## DATA EXCERPTS

# # # #

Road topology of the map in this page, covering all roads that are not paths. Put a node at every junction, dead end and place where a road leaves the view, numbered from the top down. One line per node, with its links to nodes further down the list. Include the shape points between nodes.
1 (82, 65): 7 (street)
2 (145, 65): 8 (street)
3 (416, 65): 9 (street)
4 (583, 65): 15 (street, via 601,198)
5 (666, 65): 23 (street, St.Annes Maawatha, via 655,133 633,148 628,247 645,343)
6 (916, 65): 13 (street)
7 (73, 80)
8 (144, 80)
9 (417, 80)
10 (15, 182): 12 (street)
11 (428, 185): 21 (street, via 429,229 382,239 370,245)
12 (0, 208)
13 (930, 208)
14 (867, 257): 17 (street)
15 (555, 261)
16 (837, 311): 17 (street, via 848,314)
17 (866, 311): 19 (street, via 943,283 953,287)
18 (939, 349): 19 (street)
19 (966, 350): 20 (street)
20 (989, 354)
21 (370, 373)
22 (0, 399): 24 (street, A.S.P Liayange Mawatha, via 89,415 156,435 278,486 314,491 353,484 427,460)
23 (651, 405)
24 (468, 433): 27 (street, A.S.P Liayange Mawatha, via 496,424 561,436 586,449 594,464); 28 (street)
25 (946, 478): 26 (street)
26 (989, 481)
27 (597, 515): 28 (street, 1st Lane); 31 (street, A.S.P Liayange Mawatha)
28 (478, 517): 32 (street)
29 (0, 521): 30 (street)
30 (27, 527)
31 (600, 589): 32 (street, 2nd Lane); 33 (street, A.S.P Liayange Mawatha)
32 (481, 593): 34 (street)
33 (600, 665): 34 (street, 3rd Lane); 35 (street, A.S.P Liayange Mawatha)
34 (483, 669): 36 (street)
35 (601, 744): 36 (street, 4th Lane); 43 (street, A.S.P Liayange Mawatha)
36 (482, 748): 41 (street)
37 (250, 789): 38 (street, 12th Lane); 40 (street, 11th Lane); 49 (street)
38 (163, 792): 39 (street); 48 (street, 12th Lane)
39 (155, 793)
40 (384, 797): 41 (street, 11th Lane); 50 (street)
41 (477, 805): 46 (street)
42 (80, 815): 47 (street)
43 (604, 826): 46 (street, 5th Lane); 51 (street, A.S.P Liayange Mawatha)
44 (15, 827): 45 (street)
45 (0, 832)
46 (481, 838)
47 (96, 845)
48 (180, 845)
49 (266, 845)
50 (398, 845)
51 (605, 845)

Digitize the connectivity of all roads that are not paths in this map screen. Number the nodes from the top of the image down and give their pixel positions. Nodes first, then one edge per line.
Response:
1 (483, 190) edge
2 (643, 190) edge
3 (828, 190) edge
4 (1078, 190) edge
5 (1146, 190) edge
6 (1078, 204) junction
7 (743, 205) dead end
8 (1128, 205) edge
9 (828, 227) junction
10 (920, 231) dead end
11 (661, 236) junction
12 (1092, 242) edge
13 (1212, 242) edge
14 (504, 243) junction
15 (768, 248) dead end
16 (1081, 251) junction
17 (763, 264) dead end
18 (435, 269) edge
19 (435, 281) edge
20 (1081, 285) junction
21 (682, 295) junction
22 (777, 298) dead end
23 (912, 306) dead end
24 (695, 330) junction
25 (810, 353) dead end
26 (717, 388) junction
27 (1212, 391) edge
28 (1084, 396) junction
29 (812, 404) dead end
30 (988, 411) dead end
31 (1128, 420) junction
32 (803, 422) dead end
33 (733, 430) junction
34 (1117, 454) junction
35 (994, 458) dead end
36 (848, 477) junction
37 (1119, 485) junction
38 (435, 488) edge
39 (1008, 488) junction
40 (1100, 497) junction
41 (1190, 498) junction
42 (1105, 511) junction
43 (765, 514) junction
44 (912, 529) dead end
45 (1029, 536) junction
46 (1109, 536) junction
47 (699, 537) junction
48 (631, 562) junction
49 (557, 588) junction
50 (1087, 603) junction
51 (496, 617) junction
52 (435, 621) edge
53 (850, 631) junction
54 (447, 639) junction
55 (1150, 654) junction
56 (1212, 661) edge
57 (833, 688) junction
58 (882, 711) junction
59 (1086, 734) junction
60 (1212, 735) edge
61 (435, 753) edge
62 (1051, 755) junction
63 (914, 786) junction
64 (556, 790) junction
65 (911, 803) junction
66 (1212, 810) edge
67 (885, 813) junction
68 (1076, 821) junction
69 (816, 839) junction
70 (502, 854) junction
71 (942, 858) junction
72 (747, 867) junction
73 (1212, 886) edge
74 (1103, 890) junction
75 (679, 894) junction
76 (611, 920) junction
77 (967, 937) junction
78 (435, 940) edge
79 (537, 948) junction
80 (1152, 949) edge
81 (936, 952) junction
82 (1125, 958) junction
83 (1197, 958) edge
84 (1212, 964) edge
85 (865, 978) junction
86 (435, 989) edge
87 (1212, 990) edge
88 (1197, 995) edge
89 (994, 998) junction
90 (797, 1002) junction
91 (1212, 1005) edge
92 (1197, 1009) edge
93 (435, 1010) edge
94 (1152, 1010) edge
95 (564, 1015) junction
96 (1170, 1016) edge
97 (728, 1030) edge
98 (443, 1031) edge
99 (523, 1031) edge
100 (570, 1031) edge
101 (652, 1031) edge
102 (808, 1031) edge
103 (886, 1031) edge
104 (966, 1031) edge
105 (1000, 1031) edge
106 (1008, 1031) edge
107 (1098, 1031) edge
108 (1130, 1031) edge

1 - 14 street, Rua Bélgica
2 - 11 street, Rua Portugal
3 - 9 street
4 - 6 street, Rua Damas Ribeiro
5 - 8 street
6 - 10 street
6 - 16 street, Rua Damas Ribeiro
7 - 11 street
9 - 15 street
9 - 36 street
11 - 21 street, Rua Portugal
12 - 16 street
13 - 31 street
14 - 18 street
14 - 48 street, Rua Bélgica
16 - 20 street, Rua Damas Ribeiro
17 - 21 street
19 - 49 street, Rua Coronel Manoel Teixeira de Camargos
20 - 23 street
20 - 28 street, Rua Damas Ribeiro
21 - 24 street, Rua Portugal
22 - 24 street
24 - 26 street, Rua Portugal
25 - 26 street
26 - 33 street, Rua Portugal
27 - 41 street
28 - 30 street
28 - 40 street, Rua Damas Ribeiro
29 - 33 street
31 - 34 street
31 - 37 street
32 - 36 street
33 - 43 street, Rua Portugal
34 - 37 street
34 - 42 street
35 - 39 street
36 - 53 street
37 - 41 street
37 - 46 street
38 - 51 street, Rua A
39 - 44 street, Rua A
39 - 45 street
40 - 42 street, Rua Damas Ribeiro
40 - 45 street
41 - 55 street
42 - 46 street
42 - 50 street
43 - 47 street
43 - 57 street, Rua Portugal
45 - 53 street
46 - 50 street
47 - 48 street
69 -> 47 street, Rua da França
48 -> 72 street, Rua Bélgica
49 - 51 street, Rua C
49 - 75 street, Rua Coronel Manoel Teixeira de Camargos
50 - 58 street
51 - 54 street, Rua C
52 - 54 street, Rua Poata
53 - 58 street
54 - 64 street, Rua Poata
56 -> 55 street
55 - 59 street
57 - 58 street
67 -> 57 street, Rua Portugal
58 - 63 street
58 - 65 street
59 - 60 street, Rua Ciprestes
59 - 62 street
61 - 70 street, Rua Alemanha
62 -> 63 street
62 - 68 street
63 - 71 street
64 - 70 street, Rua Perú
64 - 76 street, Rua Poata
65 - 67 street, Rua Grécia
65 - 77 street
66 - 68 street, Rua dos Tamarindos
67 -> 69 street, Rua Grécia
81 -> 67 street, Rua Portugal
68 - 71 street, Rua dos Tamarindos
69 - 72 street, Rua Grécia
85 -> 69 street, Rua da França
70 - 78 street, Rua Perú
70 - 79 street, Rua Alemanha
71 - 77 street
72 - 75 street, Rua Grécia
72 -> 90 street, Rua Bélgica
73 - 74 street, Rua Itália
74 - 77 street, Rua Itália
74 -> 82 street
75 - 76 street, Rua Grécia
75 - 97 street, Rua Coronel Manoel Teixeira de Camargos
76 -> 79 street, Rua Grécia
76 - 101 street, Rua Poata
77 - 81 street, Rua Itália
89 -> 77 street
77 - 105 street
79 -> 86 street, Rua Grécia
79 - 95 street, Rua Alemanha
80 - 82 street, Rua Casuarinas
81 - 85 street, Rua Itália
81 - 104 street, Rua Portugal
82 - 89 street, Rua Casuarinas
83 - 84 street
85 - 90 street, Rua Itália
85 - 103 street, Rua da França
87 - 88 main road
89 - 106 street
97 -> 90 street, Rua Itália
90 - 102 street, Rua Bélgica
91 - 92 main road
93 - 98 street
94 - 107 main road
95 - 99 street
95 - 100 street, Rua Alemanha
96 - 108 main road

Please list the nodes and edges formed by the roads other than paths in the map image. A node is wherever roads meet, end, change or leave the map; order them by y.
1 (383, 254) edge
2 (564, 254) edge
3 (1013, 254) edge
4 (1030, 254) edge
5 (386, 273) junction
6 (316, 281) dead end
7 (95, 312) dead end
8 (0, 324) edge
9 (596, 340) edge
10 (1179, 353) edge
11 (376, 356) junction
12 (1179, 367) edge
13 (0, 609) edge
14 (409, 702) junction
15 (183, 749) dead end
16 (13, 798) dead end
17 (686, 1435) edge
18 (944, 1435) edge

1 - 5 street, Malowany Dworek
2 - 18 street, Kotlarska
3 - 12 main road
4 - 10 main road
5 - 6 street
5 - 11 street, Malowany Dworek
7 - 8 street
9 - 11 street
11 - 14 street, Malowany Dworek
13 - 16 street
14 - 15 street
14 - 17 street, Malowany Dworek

# # # #

## EXERCISE DETAILS
Where a line of the entries contains "image", report that line.

## RESULT
Digitize the connectivity of all roads that are not paths in this map screen. Number the nodes from the top of the image down and give their pixel positions. Nodes first, then one edge per line.
Please list the nodes and edges formed by the roads other than paths in the map image. A node is wherever roads meet, end, change or leave the map; order them by y.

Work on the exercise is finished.